What is expected: Each line of the entries below that includes "highway" belongs in your answer.

Collected data:
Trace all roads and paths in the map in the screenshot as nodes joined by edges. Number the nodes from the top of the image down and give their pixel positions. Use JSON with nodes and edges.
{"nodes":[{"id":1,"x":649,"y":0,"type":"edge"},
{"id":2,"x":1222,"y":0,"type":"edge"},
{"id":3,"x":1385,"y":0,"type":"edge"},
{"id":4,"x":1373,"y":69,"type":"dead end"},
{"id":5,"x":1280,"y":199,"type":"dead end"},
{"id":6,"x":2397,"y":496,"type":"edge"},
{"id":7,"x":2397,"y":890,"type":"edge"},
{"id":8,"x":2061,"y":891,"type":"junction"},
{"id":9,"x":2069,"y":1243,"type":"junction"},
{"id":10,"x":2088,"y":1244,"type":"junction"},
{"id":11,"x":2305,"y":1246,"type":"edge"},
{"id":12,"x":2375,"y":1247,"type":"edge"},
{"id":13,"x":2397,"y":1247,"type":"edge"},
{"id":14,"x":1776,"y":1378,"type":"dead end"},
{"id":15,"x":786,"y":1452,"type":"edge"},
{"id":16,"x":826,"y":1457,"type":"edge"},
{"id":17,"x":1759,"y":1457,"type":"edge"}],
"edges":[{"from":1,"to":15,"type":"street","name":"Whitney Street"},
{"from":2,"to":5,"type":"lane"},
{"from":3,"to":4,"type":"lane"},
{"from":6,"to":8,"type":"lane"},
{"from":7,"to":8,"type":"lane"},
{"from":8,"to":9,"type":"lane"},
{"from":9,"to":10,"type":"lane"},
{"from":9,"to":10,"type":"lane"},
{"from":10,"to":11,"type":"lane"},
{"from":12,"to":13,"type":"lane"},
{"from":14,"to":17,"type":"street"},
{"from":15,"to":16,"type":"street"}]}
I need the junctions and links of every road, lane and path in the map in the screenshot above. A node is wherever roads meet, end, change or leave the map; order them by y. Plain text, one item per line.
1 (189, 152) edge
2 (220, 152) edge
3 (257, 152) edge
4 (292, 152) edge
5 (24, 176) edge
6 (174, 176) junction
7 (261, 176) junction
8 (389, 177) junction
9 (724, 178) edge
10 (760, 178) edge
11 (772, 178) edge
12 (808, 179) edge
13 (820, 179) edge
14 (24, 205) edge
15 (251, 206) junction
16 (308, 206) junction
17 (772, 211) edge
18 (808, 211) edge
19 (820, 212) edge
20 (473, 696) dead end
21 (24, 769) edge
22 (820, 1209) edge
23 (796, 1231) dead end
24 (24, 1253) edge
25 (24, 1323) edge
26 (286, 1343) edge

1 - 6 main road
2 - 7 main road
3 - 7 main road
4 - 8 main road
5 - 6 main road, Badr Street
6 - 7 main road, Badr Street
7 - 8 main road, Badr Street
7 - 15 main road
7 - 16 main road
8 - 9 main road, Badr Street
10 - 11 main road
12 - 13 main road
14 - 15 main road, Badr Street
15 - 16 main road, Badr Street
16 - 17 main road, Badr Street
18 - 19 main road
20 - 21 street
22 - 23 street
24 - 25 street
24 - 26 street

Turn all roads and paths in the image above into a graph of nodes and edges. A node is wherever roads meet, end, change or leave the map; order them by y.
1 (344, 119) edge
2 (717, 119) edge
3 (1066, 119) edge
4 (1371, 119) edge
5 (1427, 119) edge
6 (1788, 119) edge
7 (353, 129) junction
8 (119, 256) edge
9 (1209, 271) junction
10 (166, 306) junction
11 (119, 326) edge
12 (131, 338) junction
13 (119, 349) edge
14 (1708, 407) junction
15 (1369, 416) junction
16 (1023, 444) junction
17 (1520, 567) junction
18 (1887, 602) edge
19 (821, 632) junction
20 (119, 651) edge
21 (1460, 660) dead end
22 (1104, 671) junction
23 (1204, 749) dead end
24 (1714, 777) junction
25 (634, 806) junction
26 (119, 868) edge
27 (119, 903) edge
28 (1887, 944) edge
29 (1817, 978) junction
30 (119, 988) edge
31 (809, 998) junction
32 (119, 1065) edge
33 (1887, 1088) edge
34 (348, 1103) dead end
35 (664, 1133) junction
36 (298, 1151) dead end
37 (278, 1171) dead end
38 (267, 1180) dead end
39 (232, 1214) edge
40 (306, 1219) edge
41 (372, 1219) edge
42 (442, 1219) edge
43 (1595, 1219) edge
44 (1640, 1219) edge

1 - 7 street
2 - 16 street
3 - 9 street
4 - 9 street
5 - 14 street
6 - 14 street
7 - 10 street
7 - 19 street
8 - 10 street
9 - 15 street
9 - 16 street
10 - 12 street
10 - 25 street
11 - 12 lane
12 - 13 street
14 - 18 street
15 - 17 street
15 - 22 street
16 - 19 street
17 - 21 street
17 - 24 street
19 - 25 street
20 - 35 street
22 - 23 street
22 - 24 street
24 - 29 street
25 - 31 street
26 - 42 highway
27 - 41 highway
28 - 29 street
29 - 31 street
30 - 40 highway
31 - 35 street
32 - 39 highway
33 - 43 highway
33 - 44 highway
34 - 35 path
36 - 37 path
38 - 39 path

Output of the exercise:
26 - 42 highway
27 - 41 highway
30 - 40 highway
32 - 39 highway
33 - 43 highway
33 - 44 highway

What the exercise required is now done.